# WHAT THIS TASK INVOLVES:
Write out nothing except the lines running from the one containing "Enumerate the street" to the last line of the data, exactly as they stand.

Stored data:

□ □ □ □ □ □ □

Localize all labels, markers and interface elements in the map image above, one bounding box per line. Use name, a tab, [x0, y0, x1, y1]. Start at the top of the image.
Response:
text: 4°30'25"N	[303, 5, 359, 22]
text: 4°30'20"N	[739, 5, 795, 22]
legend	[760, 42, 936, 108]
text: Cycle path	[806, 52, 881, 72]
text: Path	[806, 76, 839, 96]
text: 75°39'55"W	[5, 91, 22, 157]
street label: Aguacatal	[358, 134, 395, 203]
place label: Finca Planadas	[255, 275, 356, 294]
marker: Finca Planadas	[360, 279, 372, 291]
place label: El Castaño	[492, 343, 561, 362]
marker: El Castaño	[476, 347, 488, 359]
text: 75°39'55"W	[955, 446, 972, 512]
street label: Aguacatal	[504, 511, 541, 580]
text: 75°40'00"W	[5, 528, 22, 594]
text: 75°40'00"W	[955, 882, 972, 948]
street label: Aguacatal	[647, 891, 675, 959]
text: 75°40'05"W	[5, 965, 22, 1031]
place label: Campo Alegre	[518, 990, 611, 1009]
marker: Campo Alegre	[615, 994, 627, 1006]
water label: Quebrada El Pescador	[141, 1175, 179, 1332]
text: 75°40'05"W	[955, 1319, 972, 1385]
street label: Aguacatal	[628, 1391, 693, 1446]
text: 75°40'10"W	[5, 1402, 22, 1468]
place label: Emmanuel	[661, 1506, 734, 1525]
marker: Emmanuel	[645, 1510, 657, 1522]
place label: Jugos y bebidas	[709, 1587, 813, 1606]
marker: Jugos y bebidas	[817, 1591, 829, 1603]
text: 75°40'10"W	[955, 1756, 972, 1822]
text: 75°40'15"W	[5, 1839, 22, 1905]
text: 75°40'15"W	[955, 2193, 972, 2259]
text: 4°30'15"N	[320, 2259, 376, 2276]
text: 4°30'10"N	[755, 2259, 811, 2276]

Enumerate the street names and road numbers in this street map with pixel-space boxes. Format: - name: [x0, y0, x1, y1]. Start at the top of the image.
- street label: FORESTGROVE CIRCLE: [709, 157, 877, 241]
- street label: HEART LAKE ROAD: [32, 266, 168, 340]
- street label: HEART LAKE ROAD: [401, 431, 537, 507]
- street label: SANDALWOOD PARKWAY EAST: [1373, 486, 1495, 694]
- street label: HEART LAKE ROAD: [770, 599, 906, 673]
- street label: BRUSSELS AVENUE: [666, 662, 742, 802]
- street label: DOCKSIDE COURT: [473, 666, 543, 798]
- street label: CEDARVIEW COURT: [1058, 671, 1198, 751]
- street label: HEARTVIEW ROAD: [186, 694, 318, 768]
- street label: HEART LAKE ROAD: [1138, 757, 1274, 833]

□ □ □ □ □ □ □

# THE COMPLETED TASK:
Enumerate the street names and road numbers in this street map with pixel-space boxes. Format: - name: [x0, y0, x1, y1]. Start at the top of the image.
- street label: FORESTGROVE CIRCLE: [709, 157, 877, 241]
- street label: HEART LAKE ROAD: [32, 266, 168, 340]
- street label: HEART LAKE ROAD: [401, 431, 537, 507]
- street label: SANDALWOOD PARKWAY EAST: [1373, 486, 1495, 694]
- street label: HEART LAKE ROAD: [770, 599, 906, 673]
- street label: BRUSSELS AVENUE: [666, 662, 742, 802]
- street label: DOCKSIDE COURT: [473, 666, 543, 798]
- street label: CEDARVIEW COURT: [1058, 671, 1198, 751]
- street label: HEARTVIEW ROAD: [186, 694, 318, 768]
- street label: HEART LAKE ROAD: [1138, 757, 1274, 833]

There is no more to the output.